[Records from a data source]
◆ ◆ ◆ ◆ ◆

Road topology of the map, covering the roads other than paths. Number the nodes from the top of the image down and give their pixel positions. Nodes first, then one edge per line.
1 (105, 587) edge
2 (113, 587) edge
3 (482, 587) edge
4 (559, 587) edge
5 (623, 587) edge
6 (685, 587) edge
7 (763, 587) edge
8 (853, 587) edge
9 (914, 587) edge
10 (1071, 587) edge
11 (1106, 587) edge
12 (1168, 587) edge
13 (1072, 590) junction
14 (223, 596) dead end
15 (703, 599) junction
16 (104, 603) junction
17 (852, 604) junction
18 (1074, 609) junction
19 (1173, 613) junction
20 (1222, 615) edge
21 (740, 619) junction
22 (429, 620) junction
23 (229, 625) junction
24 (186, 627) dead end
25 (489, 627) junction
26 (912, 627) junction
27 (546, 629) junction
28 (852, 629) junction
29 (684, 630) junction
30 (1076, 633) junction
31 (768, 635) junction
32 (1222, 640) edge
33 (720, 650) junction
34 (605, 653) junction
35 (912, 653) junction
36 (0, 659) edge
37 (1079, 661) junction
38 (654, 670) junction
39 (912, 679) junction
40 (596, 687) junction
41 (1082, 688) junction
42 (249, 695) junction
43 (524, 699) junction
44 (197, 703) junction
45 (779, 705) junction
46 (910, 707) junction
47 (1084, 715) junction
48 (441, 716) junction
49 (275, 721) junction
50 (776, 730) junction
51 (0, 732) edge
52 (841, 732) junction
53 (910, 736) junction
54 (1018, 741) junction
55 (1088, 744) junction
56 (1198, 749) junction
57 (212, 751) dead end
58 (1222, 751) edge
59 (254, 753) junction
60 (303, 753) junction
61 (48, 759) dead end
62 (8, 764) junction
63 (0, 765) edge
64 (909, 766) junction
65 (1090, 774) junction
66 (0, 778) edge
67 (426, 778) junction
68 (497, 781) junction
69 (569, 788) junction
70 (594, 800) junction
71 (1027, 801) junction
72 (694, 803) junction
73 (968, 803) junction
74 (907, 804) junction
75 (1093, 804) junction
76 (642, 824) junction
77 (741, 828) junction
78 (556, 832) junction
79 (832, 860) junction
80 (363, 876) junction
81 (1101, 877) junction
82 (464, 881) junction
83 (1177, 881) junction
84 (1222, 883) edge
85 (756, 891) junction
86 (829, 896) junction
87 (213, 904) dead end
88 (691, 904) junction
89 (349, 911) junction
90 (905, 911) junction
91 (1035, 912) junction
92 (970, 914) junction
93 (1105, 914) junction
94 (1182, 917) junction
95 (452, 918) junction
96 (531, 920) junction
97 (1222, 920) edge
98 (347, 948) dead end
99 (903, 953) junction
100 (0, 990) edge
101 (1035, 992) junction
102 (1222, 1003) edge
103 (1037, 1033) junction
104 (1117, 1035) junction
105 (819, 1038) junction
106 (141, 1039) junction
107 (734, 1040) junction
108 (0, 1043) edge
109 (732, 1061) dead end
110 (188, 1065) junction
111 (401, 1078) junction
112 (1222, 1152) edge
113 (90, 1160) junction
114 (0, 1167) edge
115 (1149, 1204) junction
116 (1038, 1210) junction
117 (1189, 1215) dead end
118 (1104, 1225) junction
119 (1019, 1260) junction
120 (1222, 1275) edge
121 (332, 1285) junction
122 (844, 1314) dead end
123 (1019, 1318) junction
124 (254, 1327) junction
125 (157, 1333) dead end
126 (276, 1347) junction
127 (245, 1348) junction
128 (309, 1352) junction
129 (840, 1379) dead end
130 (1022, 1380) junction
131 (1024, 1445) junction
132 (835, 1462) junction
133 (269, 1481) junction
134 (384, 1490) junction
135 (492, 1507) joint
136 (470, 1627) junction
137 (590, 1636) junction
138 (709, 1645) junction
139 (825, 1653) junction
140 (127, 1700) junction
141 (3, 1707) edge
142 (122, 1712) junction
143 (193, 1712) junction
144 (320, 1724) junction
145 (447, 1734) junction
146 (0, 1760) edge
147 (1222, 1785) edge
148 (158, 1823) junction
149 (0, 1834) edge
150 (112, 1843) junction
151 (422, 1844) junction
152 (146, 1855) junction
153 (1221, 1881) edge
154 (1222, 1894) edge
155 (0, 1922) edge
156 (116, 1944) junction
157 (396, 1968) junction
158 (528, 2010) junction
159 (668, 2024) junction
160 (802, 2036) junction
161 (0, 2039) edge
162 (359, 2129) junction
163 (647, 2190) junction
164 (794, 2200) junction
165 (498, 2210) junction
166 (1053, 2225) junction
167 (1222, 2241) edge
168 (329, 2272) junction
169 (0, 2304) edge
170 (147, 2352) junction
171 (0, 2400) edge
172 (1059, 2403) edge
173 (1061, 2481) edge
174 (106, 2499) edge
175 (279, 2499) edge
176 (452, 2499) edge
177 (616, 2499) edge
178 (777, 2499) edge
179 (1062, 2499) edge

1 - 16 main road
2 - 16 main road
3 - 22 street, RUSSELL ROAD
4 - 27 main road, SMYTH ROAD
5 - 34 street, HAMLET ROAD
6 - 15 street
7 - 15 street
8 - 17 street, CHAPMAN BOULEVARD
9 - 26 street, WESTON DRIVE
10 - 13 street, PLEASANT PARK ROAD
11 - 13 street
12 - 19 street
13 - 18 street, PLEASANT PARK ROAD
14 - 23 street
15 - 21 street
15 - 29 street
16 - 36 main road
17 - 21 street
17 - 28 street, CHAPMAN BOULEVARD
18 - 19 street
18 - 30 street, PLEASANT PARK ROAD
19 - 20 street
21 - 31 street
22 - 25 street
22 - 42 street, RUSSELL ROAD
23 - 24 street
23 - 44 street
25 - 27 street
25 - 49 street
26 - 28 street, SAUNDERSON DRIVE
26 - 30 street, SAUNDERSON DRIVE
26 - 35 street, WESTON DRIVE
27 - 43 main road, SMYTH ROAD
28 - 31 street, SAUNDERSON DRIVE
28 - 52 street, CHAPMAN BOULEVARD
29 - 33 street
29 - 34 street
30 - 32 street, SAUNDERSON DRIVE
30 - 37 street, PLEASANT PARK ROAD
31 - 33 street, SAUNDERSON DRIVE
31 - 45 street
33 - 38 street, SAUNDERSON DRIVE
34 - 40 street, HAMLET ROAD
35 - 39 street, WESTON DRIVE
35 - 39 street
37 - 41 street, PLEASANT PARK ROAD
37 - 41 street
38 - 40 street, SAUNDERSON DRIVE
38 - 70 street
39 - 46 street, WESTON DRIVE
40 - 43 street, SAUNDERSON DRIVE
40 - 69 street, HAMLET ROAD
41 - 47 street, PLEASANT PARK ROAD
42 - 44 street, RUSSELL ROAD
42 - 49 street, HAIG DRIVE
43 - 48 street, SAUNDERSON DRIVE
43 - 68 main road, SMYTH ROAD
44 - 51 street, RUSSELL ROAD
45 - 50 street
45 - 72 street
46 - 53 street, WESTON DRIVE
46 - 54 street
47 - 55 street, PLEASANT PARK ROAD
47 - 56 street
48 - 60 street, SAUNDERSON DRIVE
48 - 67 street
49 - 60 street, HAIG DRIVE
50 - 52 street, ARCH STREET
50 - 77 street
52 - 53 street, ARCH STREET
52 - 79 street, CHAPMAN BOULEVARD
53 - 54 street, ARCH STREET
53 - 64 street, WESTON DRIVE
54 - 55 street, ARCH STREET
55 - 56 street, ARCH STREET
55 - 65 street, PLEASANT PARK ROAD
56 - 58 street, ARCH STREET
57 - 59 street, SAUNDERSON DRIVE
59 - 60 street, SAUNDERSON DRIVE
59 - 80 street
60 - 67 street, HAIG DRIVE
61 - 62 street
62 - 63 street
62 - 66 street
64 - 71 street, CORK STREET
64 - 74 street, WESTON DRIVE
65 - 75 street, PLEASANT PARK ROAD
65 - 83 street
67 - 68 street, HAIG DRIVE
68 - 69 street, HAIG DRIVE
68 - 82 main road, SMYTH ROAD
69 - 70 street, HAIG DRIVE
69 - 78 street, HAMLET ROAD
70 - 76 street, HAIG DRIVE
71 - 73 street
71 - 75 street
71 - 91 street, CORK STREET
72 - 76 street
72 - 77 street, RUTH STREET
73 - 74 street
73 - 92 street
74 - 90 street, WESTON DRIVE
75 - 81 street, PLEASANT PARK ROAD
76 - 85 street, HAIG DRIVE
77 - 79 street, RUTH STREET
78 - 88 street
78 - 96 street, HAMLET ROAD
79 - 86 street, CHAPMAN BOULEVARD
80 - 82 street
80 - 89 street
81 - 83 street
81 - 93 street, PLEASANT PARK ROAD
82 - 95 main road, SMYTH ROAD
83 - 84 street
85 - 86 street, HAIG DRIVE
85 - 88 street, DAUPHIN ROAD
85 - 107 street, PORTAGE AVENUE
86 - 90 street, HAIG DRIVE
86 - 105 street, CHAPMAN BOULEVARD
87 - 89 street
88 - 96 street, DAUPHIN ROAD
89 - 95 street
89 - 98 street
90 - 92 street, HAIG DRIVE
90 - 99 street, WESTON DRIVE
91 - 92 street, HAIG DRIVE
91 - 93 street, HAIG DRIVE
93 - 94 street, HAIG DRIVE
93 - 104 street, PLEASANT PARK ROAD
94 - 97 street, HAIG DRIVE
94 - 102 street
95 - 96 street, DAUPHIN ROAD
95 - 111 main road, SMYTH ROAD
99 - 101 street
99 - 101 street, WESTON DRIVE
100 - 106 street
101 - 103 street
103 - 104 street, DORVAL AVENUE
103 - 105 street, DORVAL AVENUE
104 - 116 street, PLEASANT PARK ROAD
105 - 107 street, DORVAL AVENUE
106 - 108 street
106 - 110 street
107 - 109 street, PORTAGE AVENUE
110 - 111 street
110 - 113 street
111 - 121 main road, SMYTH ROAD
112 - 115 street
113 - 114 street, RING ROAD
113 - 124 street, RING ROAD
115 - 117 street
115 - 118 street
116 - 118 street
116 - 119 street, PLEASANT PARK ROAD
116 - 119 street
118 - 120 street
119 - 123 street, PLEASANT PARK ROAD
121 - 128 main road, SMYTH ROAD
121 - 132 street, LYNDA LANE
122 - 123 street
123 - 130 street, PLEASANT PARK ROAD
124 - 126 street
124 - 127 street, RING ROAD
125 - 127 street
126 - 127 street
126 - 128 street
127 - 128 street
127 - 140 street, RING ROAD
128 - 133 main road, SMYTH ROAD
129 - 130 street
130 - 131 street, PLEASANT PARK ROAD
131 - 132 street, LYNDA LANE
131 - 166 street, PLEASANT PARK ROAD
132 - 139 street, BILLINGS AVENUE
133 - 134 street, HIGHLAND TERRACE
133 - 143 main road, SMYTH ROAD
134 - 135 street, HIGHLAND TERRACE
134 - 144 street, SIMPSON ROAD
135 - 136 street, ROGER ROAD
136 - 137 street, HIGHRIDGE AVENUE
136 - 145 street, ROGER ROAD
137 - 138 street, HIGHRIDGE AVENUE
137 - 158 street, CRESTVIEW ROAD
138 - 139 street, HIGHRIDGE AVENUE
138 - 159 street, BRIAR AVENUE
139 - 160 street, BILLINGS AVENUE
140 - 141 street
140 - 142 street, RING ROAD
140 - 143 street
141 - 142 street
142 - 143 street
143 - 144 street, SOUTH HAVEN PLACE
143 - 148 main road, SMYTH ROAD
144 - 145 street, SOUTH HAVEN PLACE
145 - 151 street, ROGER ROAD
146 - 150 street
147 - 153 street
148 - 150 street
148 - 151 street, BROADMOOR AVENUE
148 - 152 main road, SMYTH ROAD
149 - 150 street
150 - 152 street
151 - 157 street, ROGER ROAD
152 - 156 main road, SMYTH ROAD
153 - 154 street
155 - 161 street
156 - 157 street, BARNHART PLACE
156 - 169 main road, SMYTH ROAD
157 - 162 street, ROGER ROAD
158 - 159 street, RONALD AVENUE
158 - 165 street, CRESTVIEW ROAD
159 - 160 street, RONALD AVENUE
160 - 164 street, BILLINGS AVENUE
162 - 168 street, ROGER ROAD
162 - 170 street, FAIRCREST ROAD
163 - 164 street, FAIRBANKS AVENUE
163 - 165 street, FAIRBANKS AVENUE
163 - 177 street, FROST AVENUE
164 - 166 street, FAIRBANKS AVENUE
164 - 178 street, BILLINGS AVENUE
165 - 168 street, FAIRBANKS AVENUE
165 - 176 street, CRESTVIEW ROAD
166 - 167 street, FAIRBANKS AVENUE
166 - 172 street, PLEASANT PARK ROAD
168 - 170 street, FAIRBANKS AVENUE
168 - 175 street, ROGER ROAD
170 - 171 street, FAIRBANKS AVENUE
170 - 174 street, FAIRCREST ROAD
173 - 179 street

◆ ◆ ◆ ◆ ◆

_TASK DIRECTIONS:_ Each line in the data that holds the string "SAUNDERSON" must be returned.

_YOUR SOLUTION:_
26 - 28 street, SAUNDERSON DRIVE
26 - 30 street, SAUNDERSON DRIVE
28 - 31 street, SAUNDERSON DRIVE
30 - 32 street, SAUNDERSON DRIVE
31 - 33 street, SAUNDERSON DRIVE
33 - 38 street, SAUNDERSON DRIVE
38 - 40 street, SAUNDERSON DRIVE
40 - 43 street, SAUNDERSON DRIVE
43 - 48 street, SAUNDERSON DRIVE
48 - 60 street, SAUNDERSON DRIVE
57 - 59 street, SAUNDERSON DRIVE
59 - 60 street, SAUNDERSON DRIVE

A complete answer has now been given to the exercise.